“Are you even ready for empowered children?” – Jean Kemitare (Uganda) – 4/4
/My conversation with Ugandan Jean Kemitare is coming to an end. The interview had started by focusing on Jean her childhood’s influence on her feminist vision (part 1). Jean told me about her feminist work (part 2) and shared her views on how women’s rights movements have evolved since she joined the fight (part 3). To conclude, we circle back to family and discuss one of my favorite topics: feminist parenting.
Tell me, what keeps your feminist self up at night?
The world needs more feminists. I worry about not having impacted as many women as I can across Africa with consciousness about voice and choice. I am also worried about leaving this world with my children unprepared to be strong social justice activists.
Turns out, the challenges of feminist parenting are among the issues that keep me up at night, so I’d love to ask you more about your experience, especially as your kids are older than mine! Can you tell me about the lessons you’ve learned and the challenges you’ve faced while raising your children in a way that is in line with your feminist values?
I’ll start with the challenges! (She laughs.) There are contradictions between your core values you teach at home and the realities your children will face out there in the world, especially in patriarchal spaces such as schools. Say you have a boy whom you’re trying to bring him up to have positive masculinity. He will likely be bullied at school because he never fights back, or he’ll be ridiculed because he is so-called soft.

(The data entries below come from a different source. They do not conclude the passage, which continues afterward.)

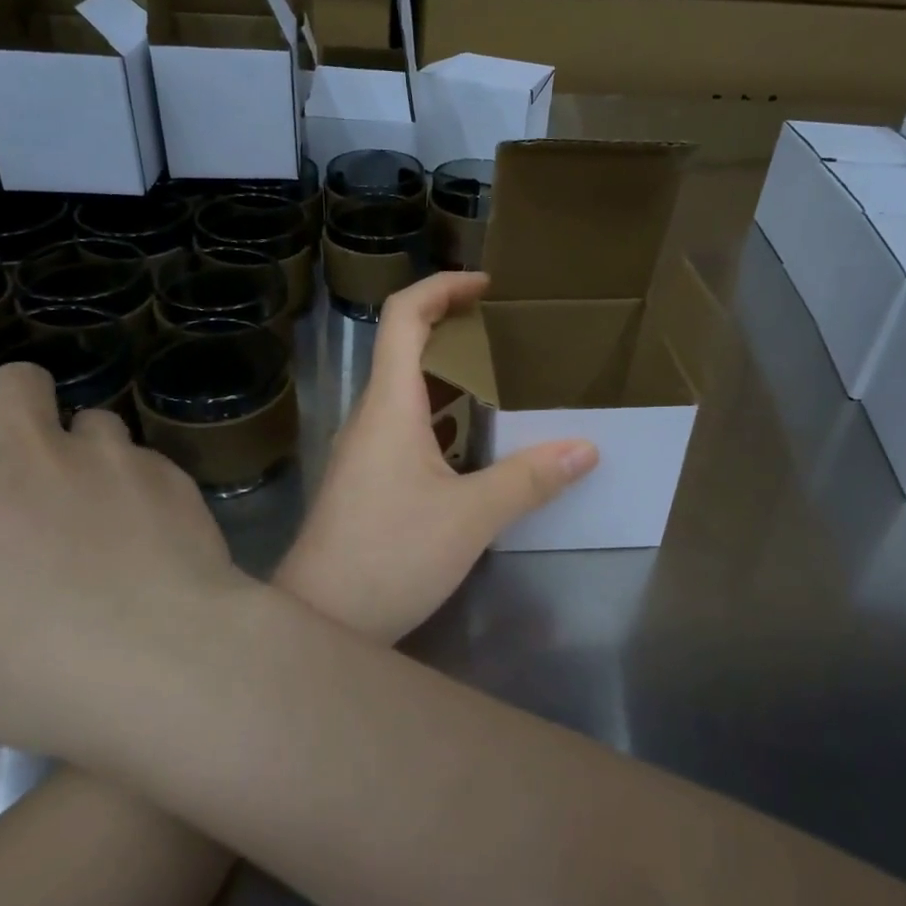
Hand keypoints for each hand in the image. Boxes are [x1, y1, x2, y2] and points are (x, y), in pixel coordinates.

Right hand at [0, 365, 256, 759]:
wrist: (165, 658)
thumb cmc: (30, 673)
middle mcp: (23, 452)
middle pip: (12, 379)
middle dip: (10, 408)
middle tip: (23, 465)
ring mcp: (105, 454)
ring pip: (90, 420)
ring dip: (85, 455)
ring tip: (102, 510)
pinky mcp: (166, 471)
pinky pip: (141, 462)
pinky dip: (135, 489)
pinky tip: (151, 537)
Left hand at [275, 273, 597, 641]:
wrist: (321, 619)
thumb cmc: (389, 556)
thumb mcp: (470, 517)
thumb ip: (528, 479)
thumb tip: (585, 447)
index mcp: (388, 405)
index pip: (404, 316)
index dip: (443, 287)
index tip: (487, 285)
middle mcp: (370, 416)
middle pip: (405, 347)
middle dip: (455, 328)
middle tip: (509, 336)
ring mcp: (364, 450)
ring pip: (407, 392)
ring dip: (450, 376)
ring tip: (503, 384)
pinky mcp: (367, 480)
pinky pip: (407, 428)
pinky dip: (442, 417)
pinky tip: (475, 446)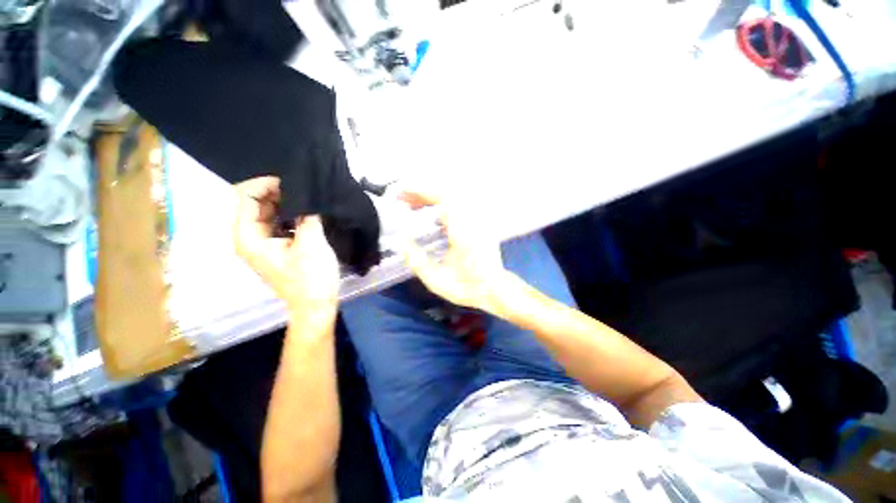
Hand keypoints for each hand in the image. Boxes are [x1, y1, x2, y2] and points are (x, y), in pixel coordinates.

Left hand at [233, 177, 339, 317]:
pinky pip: (278, 222)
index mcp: (248, 237)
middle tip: (305, 187)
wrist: (315, 305)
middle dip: (277, 191)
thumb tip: (308, 196)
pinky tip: (308, 212)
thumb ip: (307, 216)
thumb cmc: (311, 278)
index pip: (245, 197)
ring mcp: (262, 243)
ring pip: (267, 212)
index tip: (293, 181)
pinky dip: (290, 214)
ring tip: (309, 197)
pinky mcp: (276, 247)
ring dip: (286, 202)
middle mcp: (249, 237)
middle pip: (254, 202)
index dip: (266, 183)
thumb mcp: (311, 244)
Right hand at [400, 190, 509, 313]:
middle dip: (423, 195)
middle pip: (447, 195)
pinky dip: (441, 208)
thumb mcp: (438, 281)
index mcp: (464, 232)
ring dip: (432, 200)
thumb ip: (418, 262)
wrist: (494, 290)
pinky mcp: (477, 224)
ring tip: (415, 208)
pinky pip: (457, 208)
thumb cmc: (468, 287)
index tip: (404, 196)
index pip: (444, 199)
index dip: (422, 193)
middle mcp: (472, 221)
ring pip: (452, 200)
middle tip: (405, 202)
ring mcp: (477, 221)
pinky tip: (432, 219)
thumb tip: (403, 243)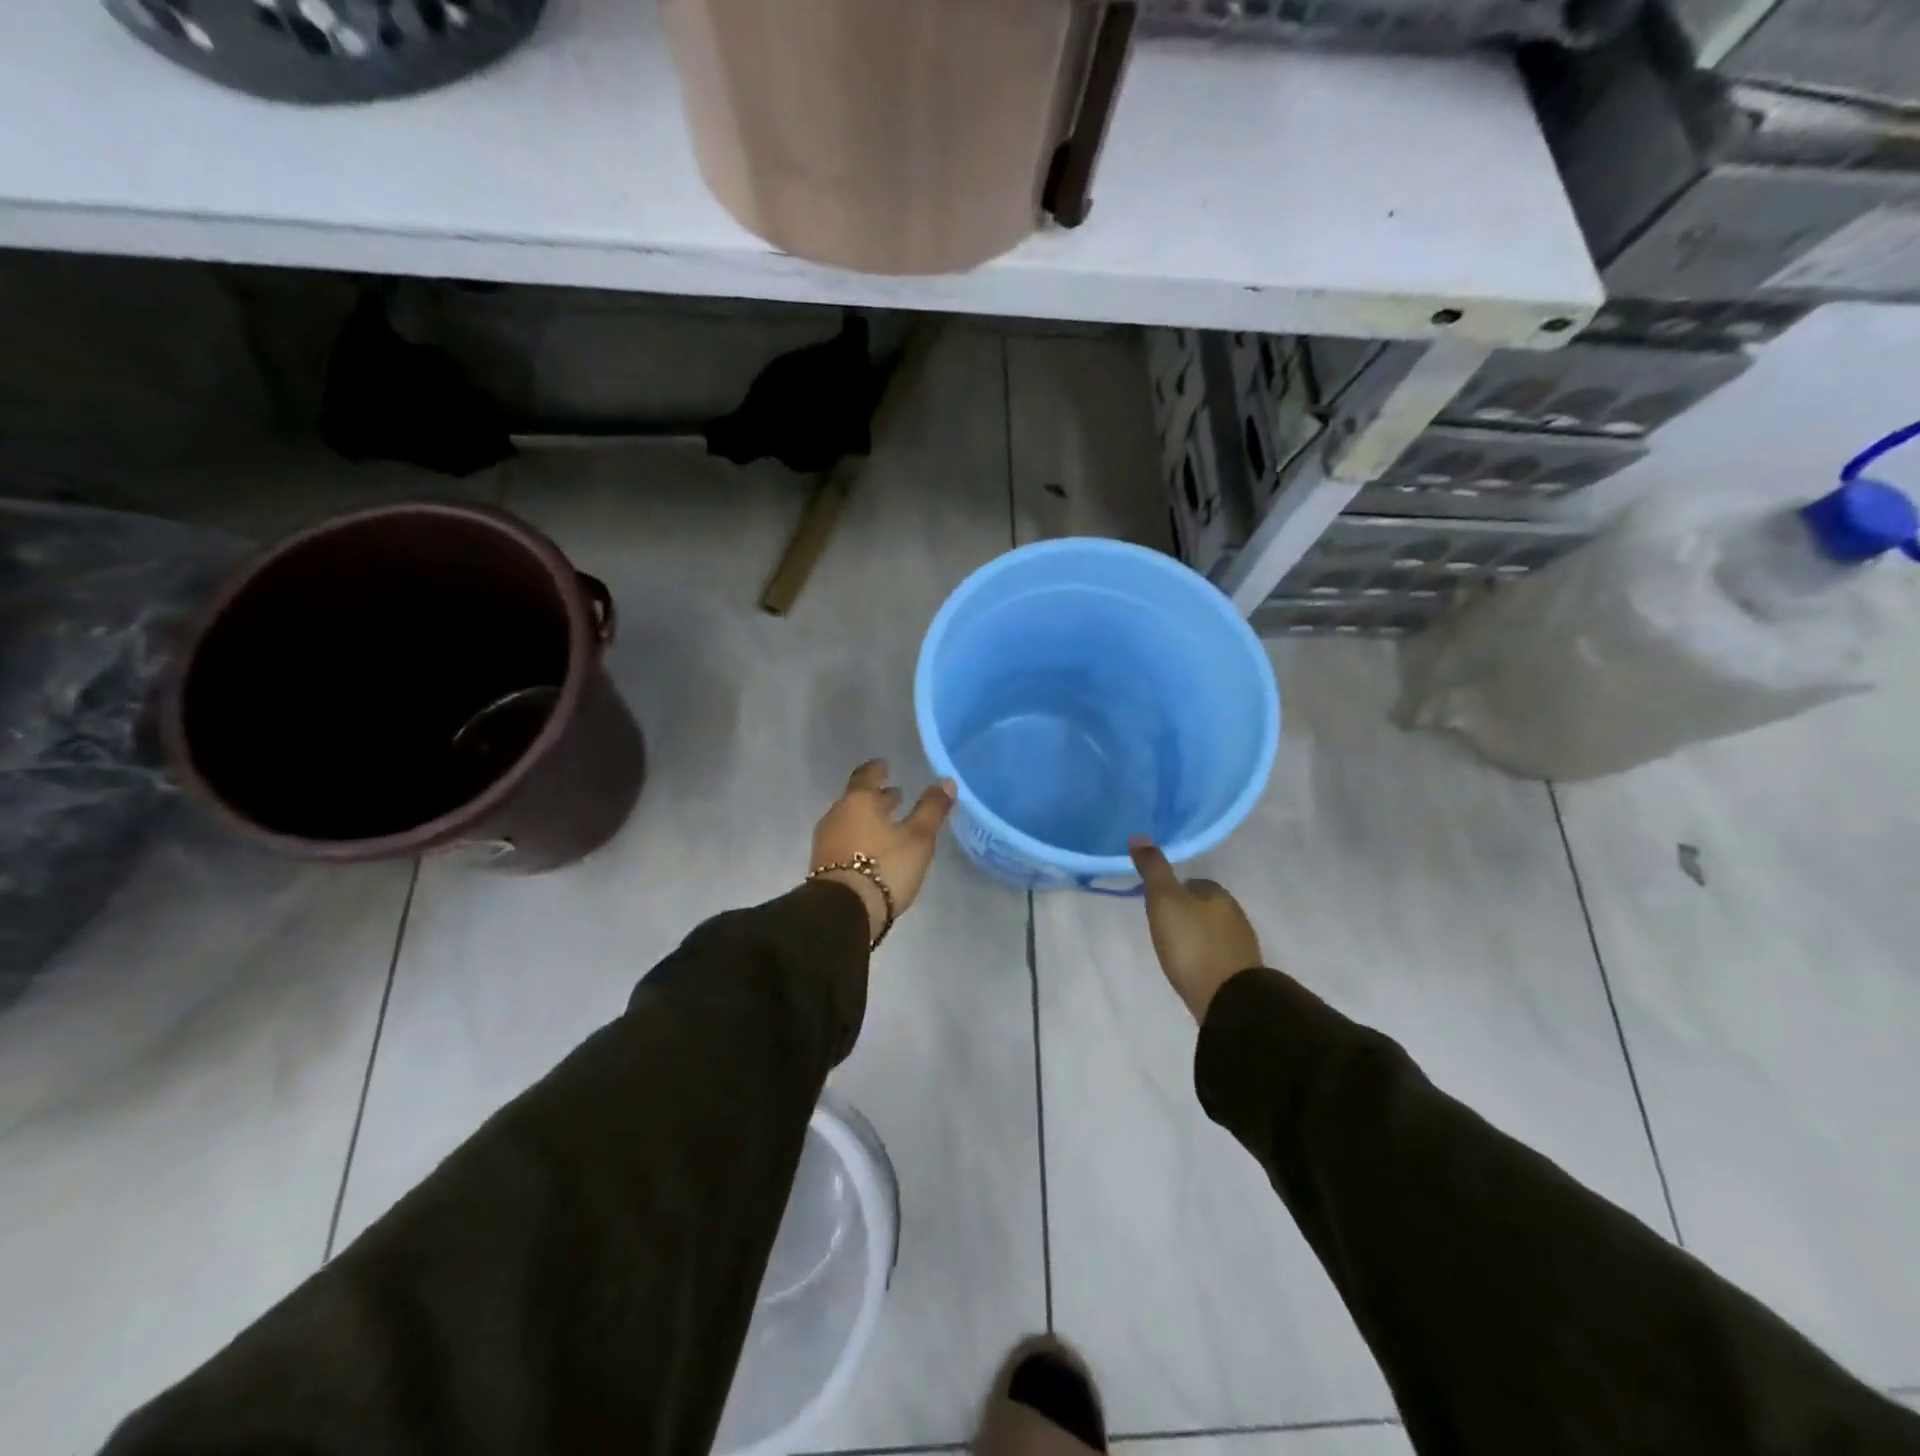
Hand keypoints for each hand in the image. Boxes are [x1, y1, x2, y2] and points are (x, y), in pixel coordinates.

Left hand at [811, 760, 956, 941]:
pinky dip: (860, 837)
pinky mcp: (823, 865)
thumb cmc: (884, 866)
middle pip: (857, 800)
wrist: (843, 911)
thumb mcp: (918, 838)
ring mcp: (826, 841)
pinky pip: (844, 840)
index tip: (885, 766)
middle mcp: (837, 815)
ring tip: (888, 825)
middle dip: (877, 797)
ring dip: (869, 819)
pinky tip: (874, 850)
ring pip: (850, 820)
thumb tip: (945, 782)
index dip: (877, 770)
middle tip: (895, 796)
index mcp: (858, 801)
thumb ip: (931, 809)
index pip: (866, 776)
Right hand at [1130, 836, 1262, 1021]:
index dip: (1173, 891)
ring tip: (1174, 950)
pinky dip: (1205, 957)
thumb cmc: (1192, 944)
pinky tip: (1192, 968)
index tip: (1156, 904)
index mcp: (1218, 894)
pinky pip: (1218, 956)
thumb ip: (1153, 869)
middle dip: (1186, 914)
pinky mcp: (1242, 974)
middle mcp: (1236, 915)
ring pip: (1213, 932)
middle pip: (1204, 907)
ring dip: (1196, 937)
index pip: (1193, 883)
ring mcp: (1242, 946)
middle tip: (1162, 928)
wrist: (1228, 1000)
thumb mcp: (1164, 900)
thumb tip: (1139, 836)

There will also be instances where your son will benefit from patriarchy. Once my son was elected by his peers as the vice-chair of his class, and a girl was chosen to be the class leader. Then his teacher – a woman – told the class that girls can’t be class leaders, so they should exchange roles. He got a leadership role out of it, but it was as a result of patriarchy.
Same thing if you’re trying to raise your girl to be assertive. When my daughter was nine, she and her friends wanted to run for certain school leadership positions. Their teacher said, “No this is not for you, you are too young, and you are girls.” My daughter protested, said this was discrimination, which made me proud as a mother, but she was still punished for doing so.
So the biggest challenge has been to reconcile what you teach at home with what the outside world is pushing for?
Yes, but also: are you even ready for empowered children? Because with all the consciousness-raising you’re doing, you’re empowering them to engage with the world out there, but also with you. And of course, how do you empower your children when you are still struggling to assert yourself as a feminist?
Those are great questions. Did you find any answers? Can you share some feminist parenting advice with us?
It has helped me to be friends with my children. They tell me what is going on in their lives and I can unpack it with them from a feminist angle. I can help them deal with bullying, or hold their own, in a way that is non-violent. I teach my children to know their rights: their right to say no, their right to voice and choice. I teach them to be aware of other people’s rights.
And most importantly I teach them to be strategic so that they are not in danger: it’s not always safe to be extremely assertive in very patriarchal institutions like school or places of worship. They need to have social but also emotional intelligence, you know.
As a parent, I often wonder if I can guide my children to live by feminist values when I myself am still working on that. Have you ever felt like you either have failed - or are still struggling - to embody your feminist values?
If I’m going to be honest, it is not an easy journey! Sometimes I think only Jesus could have managed to be the perfect feminist. But he wasn’t human, right? (She laughs.) Well I am human, so there are many contradictions in my life. There are times when I haven’t spoken out or taken action against injustice even when it was within my power to do something, just because I was scared of the backlash. Then I tell myself, that was not a very feminist thing to do.
Can you give me an example?
You know, spirituality means a lot to me, and the way I practice it is through Christianity, which I am aware is a patriarchal institution and religion. I have the discernment to unpack the religion using feminist interpretations of the Holy Scriptures to make meaning for myself. I have the discernment to recognize patriarchal statements by the institution. Yet I still turn to this religion for spiritual nourishment.
I feel really conflicted about that sometimes. Have I betrayed the cause? Or am I being strategic and using the fact that I have opened the door to influence things from the inside? Sometimes I’ll even blame myself. But I put it all down to being human. I’m a human being, so I am full of contradictions.
Last question: what is your feminist life motto?
Because life is a journey with different stops, twists and turns, as well as phases which change from time to time. Right now my mantra, it is another of Audre Lorde’s quotes: "If I didn’t define myself for myself, I would be crunched into other people’s fantasies for me and eaten alive.” To me, it goes back to voice and choice and reminds me that it is important to remember voice and choice for ALL women.